[Supplied data]:

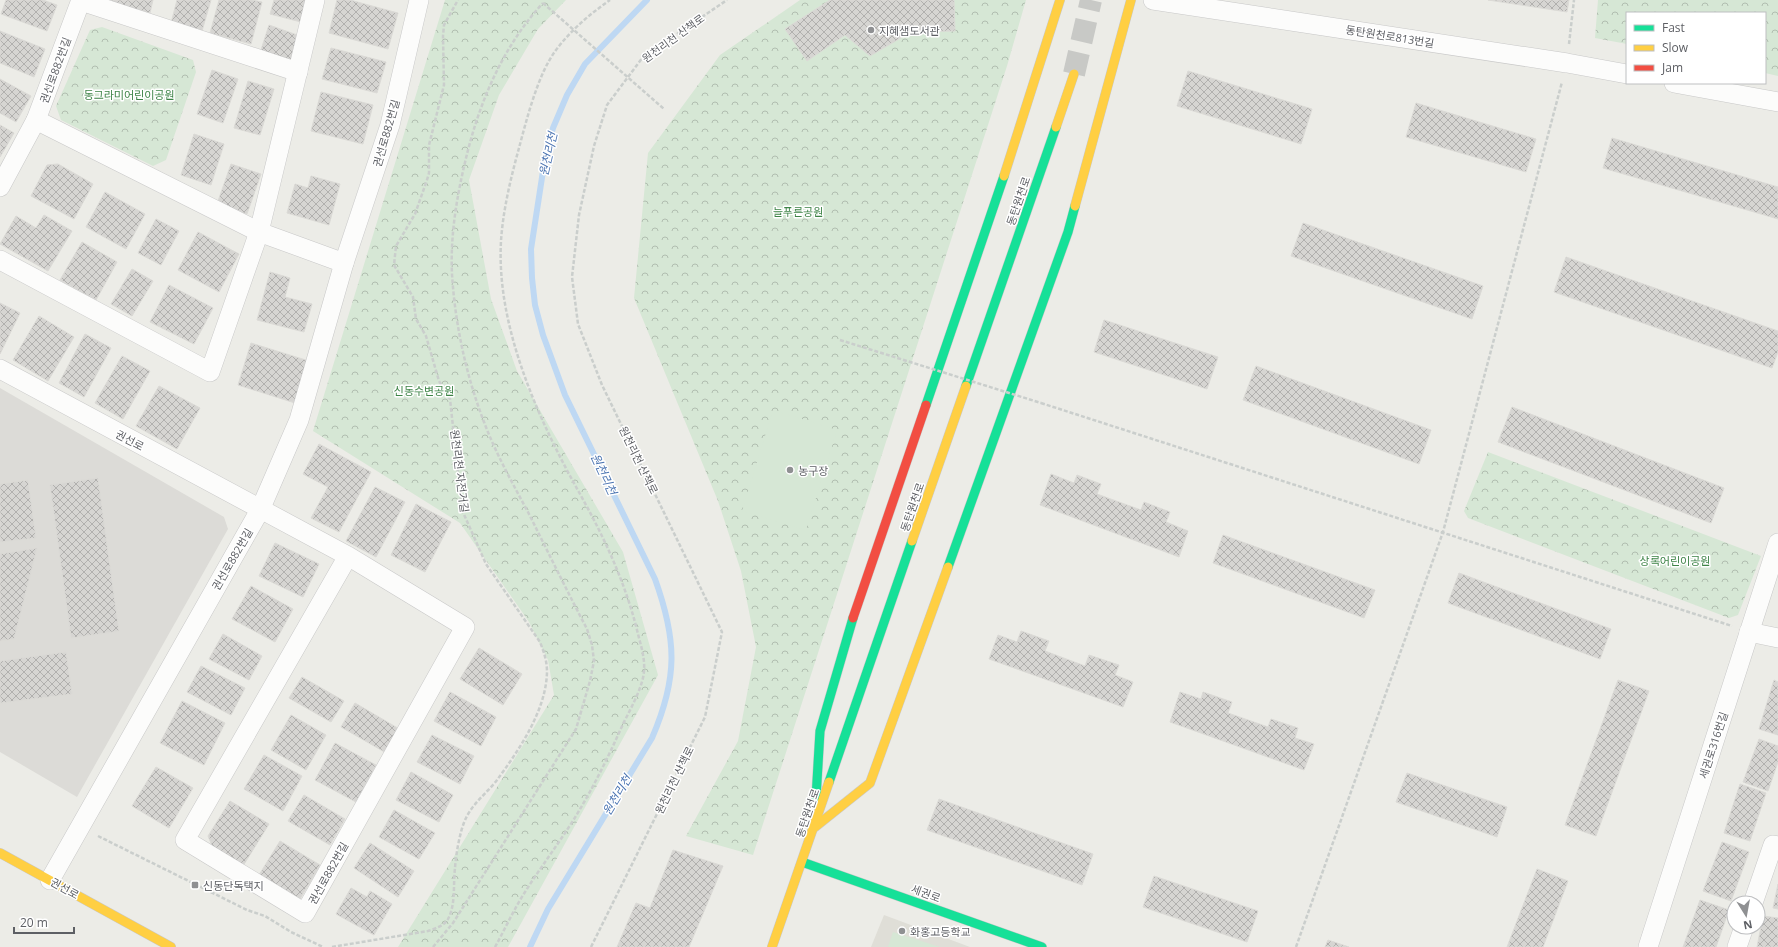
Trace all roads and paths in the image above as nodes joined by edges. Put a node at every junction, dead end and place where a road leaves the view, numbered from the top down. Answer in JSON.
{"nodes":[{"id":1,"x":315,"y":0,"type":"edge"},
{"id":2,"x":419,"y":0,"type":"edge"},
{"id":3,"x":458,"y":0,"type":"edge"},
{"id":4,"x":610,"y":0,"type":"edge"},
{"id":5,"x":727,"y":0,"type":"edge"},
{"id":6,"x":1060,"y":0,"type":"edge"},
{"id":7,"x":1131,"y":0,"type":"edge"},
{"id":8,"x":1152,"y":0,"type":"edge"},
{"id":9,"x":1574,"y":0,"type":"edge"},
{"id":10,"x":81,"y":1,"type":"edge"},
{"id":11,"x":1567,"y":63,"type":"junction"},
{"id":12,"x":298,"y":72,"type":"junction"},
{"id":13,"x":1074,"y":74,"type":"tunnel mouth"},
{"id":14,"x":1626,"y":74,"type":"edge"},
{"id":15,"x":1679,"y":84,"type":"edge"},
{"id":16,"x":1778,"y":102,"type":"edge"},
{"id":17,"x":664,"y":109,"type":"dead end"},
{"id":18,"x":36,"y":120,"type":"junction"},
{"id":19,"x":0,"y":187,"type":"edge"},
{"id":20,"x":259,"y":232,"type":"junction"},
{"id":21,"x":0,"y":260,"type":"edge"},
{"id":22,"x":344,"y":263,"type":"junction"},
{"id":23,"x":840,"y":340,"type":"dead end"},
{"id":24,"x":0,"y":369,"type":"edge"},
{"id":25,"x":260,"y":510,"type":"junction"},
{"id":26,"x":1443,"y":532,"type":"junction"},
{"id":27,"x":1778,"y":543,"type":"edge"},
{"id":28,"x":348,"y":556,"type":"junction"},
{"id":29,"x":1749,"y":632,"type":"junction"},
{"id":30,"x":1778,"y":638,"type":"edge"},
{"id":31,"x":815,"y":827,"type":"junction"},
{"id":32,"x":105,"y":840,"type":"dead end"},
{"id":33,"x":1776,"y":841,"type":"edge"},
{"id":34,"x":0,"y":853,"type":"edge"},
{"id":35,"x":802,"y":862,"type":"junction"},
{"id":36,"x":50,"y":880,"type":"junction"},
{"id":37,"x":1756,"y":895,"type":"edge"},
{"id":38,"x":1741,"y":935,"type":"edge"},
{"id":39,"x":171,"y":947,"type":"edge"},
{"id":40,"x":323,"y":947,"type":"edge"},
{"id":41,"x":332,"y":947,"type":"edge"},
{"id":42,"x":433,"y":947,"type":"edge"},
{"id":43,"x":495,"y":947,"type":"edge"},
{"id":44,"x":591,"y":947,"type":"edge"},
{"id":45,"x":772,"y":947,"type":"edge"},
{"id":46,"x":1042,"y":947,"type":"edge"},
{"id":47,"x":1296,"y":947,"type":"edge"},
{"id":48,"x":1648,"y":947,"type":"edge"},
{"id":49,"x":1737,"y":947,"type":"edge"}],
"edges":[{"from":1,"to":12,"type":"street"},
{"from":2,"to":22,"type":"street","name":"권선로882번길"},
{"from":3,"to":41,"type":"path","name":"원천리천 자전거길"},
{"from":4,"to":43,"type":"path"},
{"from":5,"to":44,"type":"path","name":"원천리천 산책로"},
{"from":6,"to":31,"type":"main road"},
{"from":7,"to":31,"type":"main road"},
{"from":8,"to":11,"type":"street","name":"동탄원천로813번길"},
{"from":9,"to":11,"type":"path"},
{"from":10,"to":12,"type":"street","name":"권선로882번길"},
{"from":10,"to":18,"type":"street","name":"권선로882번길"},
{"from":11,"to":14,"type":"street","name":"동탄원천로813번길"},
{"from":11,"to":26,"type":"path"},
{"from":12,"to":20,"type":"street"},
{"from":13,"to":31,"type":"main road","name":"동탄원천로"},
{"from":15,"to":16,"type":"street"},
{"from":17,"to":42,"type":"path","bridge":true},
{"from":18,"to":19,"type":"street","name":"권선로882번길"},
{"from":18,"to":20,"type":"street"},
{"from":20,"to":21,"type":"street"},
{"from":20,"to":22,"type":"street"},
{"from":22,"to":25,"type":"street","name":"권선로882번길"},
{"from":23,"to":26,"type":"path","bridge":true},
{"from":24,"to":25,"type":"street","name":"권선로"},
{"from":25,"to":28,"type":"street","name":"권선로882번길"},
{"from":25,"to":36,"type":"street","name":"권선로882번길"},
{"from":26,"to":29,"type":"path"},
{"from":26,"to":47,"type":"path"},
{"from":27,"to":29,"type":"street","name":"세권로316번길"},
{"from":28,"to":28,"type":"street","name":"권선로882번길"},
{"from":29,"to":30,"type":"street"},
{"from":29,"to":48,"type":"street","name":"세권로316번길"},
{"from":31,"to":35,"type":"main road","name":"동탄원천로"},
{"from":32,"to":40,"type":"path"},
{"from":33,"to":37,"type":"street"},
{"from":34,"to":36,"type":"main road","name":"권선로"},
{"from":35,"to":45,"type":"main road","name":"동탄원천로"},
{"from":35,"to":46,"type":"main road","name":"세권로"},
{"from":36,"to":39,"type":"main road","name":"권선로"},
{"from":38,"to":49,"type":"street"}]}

[How to complete this task]: Search the material above for the string "nodes", and copy every line in which it turns up.

[Solved problem]:
Trace all roads and paths in the image above as nodes joined by edges. Put a node at every junction, dead end and place where a road leaves the view, numbered from the top down. Answer in JSON.
{"nodes":[{"id":1,"x":315,"y":0,"type":"edge"},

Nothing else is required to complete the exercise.